Nasty little shell syntax problem for a Wizard
Frank Merrow
frank at odetics.com
Thu Nov 15 09:41:42 AEST 1990
I am pretty good at shell, but this one has me a little stumped:
I am running a command out of "make" so the condition code is important in what
I am doing . . .
Step 1
gcc <parms> || (abort_script;exit 1)
This statement lets me do some post processing when the compiler finds an error.
Step 2
gcc is generating a SINGLE warning message that I want to suppress, BUT I want
the warning in all cases except for one VERY special one.

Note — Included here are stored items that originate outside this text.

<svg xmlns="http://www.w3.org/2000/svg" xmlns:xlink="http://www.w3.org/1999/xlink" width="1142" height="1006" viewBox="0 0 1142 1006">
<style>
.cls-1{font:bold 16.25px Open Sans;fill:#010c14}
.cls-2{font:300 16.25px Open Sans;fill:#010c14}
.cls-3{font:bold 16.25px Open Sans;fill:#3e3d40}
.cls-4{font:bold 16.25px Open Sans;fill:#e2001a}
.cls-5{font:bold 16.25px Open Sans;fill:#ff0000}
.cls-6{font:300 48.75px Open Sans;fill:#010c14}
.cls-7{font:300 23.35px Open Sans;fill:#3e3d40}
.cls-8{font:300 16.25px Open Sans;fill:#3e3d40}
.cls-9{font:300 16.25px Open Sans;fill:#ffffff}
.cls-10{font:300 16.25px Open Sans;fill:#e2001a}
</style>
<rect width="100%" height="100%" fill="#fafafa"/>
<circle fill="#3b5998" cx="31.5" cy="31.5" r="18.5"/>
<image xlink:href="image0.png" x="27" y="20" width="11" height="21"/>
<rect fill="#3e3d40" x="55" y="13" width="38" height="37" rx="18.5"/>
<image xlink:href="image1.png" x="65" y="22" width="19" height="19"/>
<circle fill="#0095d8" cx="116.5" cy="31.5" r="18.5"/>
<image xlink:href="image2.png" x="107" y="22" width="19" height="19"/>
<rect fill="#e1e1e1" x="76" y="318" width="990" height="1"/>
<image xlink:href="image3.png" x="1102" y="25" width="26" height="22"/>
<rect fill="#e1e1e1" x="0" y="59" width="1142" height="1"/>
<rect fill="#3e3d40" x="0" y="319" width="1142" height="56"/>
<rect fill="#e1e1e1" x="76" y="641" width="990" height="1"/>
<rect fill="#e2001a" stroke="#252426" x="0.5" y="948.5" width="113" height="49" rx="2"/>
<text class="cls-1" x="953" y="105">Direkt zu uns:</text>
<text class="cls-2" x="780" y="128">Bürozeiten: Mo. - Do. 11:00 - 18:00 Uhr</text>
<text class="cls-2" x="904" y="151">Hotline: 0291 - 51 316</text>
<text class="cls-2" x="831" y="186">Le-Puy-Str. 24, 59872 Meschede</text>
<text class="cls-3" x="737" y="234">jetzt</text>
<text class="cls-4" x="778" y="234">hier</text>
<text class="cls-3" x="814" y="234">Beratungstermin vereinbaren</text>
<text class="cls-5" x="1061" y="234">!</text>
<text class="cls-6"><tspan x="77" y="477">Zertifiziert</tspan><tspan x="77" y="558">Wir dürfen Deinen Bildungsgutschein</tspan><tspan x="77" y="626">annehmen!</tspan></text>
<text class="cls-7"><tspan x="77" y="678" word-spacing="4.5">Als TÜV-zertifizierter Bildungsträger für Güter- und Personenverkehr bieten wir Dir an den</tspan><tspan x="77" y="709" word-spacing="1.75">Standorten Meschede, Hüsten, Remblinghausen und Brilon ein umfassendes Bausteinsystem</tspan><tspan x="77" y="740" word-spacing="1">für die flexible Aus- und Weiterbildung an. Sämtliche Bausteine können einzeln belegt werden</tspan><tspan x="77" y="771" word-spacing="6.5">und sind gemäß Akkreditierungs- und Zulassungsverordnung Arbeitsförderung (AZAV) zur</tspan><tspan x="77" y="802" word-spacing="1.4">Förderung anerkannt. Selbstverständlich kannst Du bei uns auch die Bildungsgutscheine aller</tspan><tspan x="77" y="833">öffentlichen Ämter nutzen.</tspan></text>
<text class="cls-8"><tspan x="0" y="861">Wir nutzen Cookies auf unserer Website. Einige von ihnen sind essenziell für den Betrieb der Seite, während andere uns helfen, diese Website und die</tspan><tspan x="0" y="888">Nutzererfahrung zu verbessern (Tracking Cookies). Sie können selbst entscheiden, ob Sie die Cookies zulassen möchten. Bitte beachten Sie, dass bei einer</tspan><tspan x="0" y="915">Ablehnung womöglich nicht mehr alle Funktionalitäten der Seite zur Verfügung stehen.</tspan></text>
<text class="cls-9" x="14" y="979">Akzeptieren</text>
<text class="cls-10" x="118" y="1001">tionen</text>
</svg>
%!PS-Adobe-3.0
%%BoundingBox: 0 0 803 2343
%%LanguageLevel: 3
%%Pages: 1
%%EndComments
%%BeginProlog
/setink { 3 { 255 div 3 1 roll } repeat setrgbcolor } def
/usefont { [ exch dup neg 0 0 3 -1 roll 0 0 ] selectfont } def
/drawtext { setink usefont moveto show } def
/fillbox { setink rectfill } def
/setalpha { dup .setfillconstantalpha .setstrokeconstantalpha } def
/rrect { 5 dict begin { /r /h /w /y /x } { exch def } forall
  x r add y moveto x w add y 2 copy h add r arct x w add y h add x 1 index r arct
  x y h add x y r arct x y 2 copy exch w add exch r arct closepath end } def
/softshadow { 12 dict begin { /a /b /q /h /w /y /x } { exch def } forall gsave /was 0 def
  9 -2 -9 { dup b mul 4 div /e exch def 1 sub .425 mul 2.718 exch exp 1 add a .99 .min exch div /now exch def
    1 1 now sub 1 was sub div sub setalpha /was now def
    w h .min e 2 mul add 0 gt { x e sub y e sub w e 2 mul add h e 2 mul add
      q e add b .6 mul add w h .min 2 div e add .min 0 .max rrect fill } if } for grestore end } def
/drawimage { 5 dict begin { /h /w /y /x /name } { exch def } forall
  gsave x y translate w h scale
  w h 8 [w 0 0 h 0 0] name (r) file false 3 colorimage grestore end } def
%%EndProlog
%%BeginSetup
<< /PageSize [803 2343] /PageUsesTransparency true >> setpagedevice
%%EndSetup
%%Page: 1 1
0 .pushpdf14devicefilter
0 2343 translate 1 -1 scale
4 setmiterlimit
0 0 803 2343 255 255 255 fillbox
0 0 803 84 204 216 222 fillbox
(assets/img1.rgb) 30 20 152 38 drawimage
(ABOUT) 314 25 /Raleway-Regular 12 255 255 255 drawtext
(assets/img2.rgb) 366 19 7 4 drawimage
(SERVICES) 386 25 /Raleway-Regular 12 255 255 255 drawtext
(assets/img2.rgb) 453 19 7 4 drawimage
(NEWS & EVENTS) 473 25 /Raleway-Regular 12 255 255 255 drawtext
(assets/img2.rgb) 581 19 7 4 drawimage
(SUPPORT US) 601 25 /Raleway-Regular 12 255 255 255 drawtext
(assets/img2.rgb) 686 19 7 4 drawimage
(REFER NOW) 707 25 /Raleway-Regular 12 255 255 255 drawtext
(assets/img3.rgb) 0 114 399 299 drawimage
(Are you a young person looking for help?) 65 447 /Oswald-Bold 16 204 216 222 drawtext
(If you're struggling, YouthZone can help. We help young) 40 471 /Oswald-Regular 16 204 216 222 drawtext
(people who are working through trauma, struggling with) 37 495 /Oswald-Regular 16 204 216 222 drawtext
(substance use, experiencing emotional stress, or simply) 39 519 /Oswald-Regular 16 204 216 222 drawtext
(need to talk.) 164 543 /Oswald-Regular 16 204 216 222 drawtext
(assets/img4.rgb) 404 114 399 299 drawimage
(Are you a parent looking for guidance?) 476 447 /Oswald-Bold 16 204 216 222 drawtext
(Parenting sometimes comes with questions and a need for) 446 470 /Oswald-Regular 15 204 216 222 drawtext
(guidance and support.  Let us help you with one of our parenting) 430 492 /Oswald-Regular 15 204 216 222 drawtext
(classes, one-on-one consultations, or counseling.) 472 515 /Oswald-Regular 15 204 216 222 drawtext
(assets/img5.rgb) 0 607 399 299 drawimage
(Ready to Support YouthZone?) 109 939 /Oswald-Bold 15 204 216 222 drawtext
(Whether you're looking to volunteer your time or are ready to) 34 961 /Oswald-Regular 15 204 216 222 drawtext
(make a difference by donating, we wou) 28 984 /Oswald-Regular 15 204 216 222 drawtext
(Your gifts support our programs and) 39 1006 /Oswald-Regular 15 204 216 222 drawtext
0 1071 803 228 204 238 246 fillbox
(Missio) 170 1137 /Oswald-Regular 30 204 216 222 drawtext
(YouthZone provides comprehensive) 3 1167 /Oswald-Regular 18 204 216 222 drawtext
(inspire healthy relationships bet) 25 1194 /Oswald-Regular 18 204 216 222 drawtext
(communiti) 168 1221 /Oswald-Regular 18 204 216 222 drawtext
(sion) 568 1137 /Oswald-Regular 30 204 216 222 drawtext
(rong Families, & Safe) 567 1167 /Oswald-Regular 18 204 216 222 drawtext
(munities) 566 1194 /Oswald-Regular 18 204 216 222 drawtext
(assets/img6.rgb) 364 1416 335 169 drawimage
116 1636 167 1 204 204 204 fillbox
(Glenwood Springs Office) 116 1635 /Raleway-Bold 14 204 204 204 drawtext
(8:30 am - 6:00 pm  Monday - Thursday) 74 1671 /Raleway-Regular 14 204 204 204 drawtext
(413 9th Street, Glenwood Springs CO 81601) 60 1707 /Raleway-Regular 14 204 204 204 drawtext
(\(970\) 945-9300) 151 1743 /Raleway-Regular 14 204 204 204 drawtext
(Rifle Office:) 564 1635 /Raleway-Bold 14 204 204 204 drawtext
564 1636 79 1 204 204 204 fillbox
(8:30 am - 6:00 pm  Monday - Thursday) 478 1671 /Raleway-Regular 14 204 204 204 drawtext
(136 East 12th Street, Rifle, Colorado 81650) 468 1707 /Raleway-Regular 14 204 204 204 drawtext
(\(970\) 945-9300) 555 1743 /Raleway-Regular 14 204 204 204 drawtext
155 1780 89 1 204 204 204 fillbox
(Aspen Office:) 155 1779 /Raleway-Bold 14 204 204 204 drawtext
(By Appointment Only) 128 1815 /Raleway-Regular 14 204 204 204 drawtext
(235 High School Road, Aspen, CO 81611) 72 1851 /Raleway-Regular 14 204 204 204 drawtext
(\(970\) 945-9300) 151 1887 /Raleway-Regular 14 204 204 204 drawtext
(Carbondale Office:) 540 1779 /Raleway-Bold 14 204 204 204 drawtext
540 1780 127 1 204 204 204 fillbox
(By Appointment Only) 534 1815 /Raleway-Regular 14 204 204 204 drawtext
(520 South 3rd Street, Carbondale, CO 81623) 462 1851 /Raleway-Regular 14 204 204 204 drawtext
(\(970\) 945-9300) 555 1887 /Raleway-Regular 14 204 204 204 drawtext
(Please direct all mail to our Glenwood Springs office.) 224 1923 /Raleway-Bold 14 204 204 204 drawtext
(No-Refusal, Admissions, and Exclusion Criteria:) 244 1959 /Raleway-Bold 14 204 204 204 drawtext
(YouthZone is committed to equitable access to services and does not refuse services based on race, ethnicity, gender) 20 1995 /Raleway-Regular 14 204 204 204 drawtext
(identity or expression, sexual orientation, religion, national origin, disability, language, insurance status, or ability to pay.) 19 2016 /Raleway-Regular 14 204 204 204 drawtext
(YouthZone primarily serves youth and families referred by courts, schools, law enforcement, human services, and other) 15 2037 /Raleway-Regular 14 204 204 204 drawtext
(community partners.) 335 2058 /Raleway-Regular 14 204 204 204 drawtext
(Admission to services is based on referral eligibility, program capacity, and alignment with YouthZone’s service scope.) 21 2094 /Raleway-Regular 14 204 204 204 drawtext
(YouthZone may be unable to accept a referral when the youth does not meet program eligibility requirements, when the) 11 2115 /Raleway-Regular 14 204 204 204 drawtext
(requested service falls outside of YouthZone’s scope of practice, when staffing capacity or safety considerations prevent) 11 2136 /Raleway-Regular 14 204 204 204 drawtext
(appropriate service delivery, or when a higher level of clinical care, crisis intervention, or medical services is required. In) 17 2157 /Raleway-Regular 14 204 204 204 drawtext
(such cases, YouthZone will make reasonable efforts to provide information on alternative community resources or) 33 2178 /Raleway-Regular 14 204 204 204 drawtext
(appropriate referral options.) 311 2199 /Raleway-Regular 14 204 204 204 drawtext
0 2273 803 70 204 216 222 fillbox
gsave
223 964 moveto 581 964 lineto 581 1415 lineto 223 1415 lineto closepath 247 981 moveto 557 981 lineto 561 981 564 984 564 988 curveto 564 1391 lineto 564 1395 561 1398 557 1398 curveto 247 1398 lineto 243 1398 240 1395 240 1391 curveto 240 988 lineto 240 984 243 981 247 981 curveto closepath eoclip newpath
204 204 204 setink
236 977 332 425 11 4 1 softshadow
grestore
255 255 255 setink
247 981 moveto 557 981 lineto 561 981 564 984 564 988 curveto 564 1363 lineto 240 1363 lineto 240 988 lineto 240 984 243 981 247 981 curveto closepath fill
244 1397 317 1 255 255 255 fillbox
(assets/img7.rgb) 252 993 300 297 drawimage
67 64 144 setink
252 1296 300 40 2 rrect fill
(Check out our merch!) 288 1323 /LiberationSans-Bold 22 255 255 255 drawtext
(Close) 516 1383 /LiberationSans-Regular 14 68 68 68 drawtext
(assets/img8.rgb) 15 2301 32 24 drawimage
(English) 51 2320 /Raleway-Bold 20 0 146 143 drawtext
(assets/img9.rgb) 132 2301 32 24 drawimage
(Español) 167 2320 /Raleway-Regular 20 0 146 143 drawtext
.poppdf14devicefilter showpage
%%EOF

So what I want to
do is something like:
gcc <parms> 2>&1 | egrep -v "<re>"
This has problems because the condition code that make seems to use is the
one from the egrep NOT the gcc.
Problem:
Conceptually what I want is something like:
gcc <parms> 2>&1 | egrep -v "<re>" || (abort_script;exit 1)
Except that I want the || to use the condition code from the gcc (NOT the egrep)
AND I want the condition code of the whole expression to be OK if the compile
is OK or ERROR if the compile has an error.
Note one possible solution I thought of was
gcc <parms> 2>&1 > temp_file || (abort_script;exit1)
egrep -v "<re>" temp_file
The problem with this solution is that on Error the errors do NOT appear on
stdout because the egrep doesn't get done.
Another solution is to actually put a compound "if" shell statement in the
makefile. My make does support this, but I personally think it looks
tacky and would prefer to avoid this solution.
Any shell wizards got a slick solution to this?